When two friends go down the road, for a late afternoon fly fishing session on the reefs, and take their #14 and #15 rods... You know that there is something radically wrong, upstairs, or that they are planning some radical fly fishing. Luckily, Jacques Visser and Jimmy Eagleton are the radical fly fishing type.
Jacques and Jimmy
live in Cape Town and have become a “mean fly fishing team”. Buzz Aldrin and Neil Armstrong opened new frontiers in space. These two fly fishermen have opened new frontiers in fly fishing. In the past catching Black Spotted gully sharks and Smooth Hound sharks on fly. For years these brute-strength sharks were the domain of rock and surf anglers, fishing with heavy duty bait tackle. The strength of these 2 shark species is legendary. While the Mako, Great White and Thresher sharks are more open water (pelagic) species built for speed. The Black Spotted gully and Smooth Hound sharks are built for power. Raw power. If you have ever stood on a reef with the tide and waves pushing in and washing back and forth, you will know the power of the water. The Black Spotted gully shark and Smooth hound shark live and cruise in these shallow waters, constantly fighting the pushing and pull of the water. With no discernable disruption, to their effortless swimming rhythm, they cruise the reefs, gullies and channels. The powerful pulsations of currents never seem able to deflect them from their chosen course. Using their powerful bodies, tails and huge pectoral fins, their search for the next meal is uninterrupted. Be it a crab, injured fish or a well presented fly.
Jimmy and Jacques
started fly fishing for sand sharks and rays in lagoons. Subsequently. someone, mentioned to them that there are some reef-dwelling rays and that they didn’t have to travel 150km to the closest lagoon to fish for sand sharks or rays. No further encouragement was needed, the next day they where on the reefs. In the following days, they caught a few Duckbill- and Honeycomb rays. But what intrigued them more were the sharks swimming around. Not sure what species of sharks they where, they made some enquiries. Black Spotted Gully Sharks and Smooth Hound Sharks, are the most common, they where told, with some Bronze Whaler Sharks doing the rounds, the odd Ragged Tooth shark and even a Great White shark have been spotted on rare occasions. No, nobody have ever caught them on fly. To them this raised the question of whether it was possible to take the larger species on fly.

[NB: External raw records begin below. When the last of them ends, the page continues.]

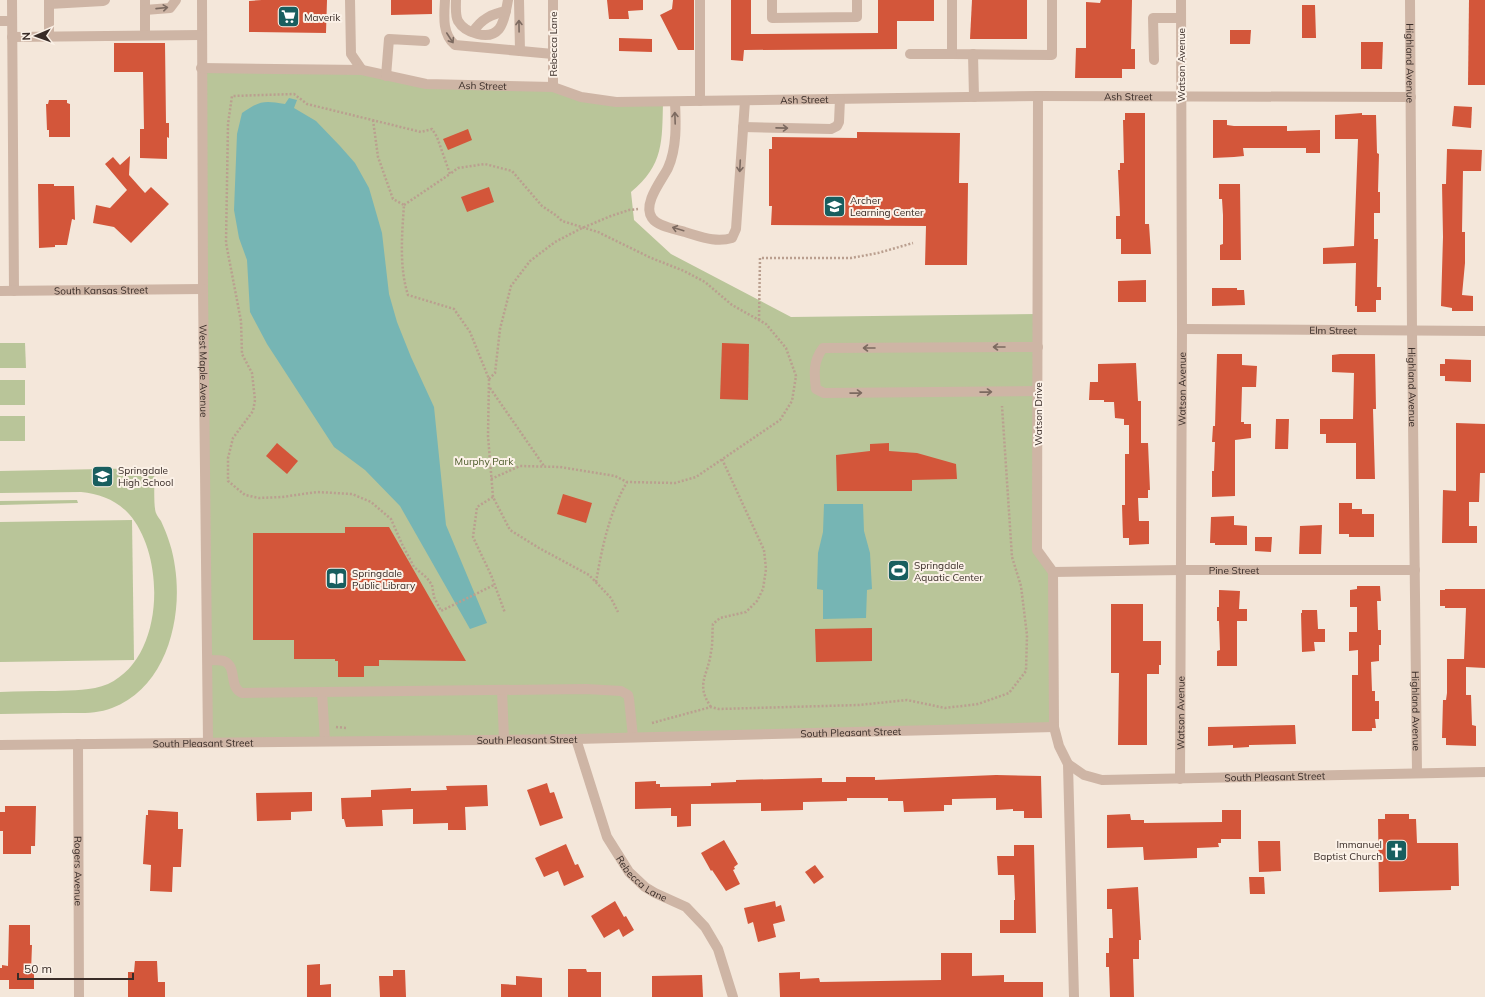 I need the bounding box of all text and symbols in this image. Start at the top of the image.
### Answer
supermarket icon: Maverik [275,4,301,30]
one-way arrow [155,5,168,12]
place label: Maverik [304,11,341,24]
street label: Rebecca Lane [547,12,560,76]
north arrow [16,16,56,56]
one-way arrow [515,20,523,33]
street label: Highland Avenue [1403,23,1417,103]
street label: Watson Avenue [1175,28,1188,102]
text: N [19,32,33,41]
one-way arrow [445,32,454,43]
street label: Ash Street [458,79,507,93]
street label: Ash Street [1104,90,1153,103]
street label: Ash Street [780,93,829,107]
one-way arrow [672,112,679,125]
one-way arrow [775,124,788,132]
one-way arrow [737,159,744,172]
school or university icon: Archer Learning Center [822,193,848,219]
place label: Archer Learning Center [850,194,924,219]
one-way arrow [671,225,684,232]
street label: South Kansas Street [54,284,149,297]
street label: West Maple Avenue [196,324,210,418]
street label: Elm Street [1309,324,1357,337]
one-way arrow [993,343,1006,351]
one-way arrow [863,344,876,352]
street label: Highland Avenue [1405,347,1419,427]
street label: Watson Avenue [1176,352,1189,426]
street label: Watson Drive [1032,382,1045,446]
one-way arrow [979,388,992,396]
one-way arrow [849,389,862,397]
park label: Murphy Park [455,455,514,468]
school or university icon: Springdale High School [90,463,116,489]
place label: Springdale High School [118,464,173,489]
sports icon: Springdale Aquatic Center [886,558,912,584]
place label: Springdale Aquatic Center [914,559,983,584]
street label: Pine Street [1209,564,1260,577]
library icon: Springdale Public Library [323,566,349,592]
place label: Springdale Public Library [352,567,416,592]
street label: Highland Avenue [1409,671,1423,751]
street label: Watson Avenue [1174,676,1187,750]
street label: South Pleasant Street [800,725,902,740]
street label: South Pleasant Street [477,733,578,747]
street label: South Pleasant Street [153,736,254,750]
street label: South Pleasant Street [1224,769,1326,784]
street label: Rogers Avenue [71,836,85,906]
church icon: Immanuel Baptist Church [1384,837,1410,863]
place label: Immanuel Baptist Church [1314,838,1382,863]
street label: Rebecca Lane [613,853,669,905]
scale bar [18,955,133,981]
text: 50 m [24,961,52,976]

The gauntlet had been thrown down. The challenge was accepted. “Sharks must eat, if they must eat, they HAVE to take a fly”, they postulated.
And so the odyssey began.
The biggest rods they had
were #9 and #10 weights respectively. That being enough for the largest Sand sharks and rays that they had thus far targeted. After trying various flies, in different colors and sizes, the Black Spotted gully sharks and Smooth Hound sharks started looking at the flies. After 2 hook ups and snapped rods, they realized they where completely outgunned. They started referring to the #9 and #10 rods as toothpicks.
The inevitable visit to a local fly shop had them leaving with two 12 weight outfits after exchanging cash and goodwill. That afternoon they were back on the reefs. Exploring the unknown. A hook up or two followed, but still no fish was landed. After 2 weeks, between getting the tides right and an opportunity between hectic work schedules, they were on the reefs again. Trying for the sharks on flies.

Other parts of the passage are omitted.